As I write I realize that the impact of a title may also depend on timing. When attached to a completed work it feels like closing a door, like accepting that the flow of history has stopped at least in this small instance, and you (audacious) can put a label on it. On the other hand, for this blog I had to come up with a title at the beginning of the journey, a title that signals my intention, that to some degree will actually create that intention.

And, already I think I’ve got it wrong. At least partly. Speaking? I’m not going to write about speaking except metaphorically, speaking as a stand-in for voice, which appears both in writing and in paint. So maybe it will do. A poetry teacher once told me that lists should have no more than three items, unless they are going to gobble up the whole poem. So I will follow her advice and not yield to the temptation to clarify by adding to the subtitle — writing, painting. What else might nudge its way in?

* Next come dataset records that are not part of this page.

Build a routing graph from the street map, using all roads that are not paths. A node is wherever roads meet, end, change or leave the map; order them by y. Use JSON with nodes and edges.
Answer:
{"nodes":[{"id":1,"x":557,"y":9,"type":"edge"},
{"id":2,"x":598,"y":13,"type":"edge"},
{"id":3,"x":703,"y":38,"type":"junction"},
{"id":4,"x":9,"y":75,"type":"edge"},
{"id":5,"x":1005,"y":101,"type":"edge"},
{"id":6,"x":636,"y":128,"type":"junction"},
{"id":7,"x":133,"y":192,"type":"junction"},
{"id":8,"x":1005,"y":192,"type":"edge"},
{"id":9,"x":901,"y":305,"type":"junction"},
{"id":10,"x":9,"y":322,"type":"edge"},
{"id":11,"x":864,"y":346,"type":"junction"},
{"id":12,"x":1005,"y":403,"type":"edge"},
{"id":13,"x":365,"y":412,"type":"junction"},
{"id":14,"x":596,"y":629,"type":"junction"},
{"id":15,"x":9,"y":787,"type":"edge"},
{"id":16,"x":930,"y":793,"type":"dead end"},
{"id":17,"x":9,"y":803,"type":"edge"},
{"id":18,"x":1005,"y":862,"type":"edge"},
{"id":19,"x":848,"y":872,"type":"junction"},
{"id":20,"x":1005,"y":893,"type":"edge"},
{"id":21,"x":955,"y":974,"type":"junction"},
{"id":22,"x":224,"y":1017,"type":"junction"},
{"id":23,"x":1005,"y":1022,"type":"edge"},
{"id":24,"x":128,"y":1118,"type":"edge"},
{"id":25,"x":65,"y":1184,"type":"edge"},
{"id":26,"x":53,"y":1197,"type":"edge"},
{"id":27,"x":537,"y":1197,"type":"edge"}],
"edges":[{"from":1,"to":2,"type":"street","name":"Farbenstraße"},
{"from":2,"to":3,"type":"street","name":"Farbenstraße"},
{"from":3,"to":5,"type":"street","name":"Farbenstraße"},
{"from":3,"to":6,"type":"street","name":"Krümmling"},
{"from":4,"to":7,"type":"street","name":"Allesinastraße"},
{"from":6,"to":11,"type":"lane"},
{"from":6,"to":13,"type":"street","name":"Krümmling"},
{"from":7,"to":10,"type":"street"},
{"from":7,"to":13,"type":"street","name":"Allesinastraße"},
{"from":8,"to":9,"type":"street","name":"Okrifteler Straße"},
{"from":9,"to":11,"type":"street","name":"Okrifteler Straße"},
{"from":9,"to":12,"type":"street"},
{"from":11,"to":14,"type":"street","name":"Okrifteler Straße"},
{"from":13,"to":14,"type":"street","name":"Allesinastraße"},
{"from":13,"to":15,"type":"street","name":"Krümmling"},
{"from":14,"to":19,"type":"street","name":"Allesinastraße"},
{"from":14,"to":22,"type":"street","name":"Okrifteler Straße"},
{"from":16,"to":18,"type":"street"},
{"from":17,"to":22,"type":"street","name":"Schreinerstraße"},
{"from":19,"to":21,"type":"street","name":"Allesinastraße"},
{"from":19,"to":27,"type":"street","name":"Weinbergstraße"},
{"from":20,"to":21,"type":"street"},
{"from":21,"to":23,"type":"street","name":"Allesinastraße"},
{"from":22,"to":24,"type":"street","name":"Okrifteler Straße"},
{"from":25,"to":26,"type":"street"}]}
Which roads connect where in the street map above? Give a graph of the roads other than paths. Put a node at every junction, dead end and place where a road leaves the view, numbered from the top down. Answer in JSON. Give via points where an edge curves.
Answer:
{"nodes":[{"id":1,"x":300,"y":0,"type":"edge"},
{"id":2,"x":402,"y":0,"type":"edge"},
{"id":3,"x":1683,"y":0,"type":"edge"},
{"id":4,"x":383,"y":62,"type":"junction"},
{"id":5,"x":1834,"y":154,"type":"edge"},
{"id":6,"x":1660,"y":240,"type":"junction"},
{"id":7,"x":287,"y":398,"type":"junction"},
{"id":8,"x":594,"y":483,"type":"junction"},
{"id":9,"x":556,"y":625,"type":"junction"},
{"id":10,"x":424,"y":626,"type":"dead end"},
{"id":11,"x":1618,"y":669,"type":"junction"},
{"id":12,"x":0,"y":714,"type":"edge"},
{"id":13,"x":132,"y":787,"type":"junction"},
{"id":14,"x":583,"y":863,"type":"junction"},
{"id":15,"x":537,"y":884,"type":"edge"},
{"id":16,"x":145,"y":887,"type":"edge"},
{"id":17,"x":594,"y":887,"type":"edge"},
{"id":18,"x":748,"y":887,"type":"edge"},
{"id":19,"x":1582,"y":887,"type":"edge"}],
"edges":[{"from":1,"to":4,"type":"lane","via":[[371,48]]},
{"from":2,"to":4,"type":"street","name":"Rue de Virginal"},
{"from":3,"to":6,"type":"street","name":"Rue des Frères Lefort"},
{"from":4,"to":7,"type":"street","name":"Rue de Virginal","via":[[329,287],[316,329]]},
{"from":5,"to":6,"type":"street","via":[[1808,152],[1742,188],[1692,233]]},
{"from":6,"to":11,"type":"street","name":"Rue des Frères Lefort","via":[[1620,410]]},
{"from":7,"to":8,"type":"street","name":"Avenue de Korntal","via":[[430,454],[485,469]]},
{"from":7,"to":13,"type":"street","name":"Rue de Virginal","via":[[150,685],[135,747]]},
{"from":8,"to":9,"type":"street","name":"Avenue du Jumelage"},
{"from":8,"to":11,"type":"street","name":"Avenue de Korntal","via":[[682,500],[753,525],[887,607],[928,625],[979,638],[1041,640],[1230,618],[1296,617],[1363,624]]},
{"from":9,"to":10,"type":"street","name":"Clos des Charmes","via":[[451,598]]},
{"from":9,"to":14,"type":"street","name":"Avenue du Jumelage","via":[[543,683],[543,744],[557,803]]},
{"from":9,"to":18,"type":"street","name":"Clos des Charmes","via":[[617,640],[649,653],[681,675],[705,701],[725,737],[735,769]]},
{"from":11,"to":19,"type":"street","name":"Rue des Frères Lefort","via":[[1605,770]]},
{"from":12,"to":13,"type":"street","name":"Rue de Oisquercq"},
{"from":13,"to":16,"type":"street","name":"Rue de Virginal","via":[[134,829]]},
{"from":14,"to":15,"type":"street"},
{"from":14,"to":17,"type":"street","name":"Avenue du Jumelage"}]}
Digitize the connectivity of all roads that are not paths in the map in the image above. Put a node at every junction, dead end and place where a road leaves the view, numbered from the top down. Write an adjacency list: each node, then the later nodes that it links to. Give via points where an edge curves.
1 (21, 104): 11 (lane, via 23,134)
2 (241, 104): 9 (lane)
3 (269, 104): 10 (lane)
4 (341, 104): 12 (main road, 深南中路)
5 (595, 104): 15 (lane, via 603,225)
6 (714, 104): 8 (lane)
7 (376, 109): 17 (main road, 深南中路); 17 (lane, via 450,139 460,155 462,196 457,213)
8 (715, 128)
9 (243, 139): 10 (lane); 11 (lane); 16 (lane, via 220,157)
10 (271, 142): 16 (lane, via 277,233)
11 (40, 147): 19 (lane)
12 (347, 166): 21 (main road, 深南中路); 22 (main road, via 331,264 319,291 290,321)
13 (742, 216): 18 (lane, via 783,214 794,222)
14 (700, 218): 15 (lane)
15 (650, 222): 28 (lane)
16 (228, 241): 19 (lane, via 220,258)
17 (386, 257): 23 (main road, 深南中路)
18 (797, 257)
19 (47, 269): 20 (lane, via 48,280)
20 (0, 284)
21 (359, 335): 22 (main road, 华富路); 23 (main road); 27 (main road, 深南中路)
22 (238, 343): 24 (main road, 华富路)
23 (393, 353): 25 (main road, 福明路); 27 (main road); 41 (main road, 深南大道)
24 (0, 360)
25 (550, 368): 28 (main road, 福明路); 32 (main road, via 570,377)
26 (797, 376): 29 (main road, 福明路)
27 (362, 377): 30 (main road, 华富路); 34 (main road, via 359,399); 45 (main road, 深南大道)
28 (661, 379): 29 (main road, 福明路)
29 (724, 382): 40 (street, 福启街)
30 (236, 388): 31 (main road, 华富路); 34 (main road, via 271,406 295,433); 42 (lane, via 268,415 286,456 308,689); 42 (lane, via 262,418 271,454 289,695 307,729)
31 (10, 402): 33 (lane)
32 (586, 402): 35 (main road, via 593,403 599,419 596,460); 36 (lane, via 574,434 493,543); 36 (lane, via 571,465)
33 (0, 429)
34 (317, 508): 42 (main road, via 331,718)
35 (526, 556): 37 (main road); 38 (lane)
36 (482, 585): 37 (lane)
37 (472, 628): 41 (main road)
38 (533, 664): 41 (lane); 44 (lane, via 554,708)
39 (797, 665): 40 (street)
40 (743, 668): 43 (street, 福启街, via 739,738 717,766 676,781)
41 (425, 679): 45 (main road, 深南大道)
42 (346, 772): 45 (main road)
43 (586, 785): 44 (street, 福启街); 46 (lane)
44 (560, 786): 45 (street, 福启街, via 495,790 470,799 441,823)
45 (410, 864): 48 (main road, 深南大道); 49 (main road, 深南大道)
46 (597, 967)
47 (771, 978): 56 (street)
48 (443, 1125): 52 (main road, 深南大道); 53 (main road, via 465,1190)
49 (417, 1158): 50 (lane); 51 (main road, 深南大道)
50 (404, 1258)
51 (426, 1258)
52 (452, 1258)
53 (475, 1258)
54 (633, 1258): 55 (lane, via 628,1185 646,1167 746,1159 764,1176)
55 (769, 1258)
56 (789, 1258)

And Abstraction? What kind of title is that? Right after I uploaded my first post, I did something I tell my students to never do. I looked up the word in a dictionary. Actually, I don’t tell them not to do that, but I do tell them not to put the dictionary definition anywhere in their senior theses, not anywhere where I can smell it out. But that’s just what I’m going to do here. Abstraction: “the act of considering something as a general quality or characteristic, apart from concrete qualities, specific objects, or actual instances.” Yes. I am prone to this, but I will try to mitigate that tendency here; I will try to remember that it is helpful to tell stories. Abstraction: “an impractical idea; something visionary and unrealistic.” Absolutely. I am prone to this. Many years ago on a late evening drive from Durham to Asheville, my husband and I were arguing about some aspect of social policy, our eight year old daughter sleeping in the back. Or so I thought. But in the middle of the argument her head loomed over the seat. She looked straight at me and said “Ma. You live in la la land.” She had my number even then. Abstraction: “absent-mindedness; inattention; mental absorption.” Check. There are other aspects of the definition that don’t fit quite so well: “the act of taking away or separating; withdrawal;” and “secret removal, especially theft.” I can’t yet see their connection to this project. We’ll see what happens with them.

And then, of course, there are the paintings.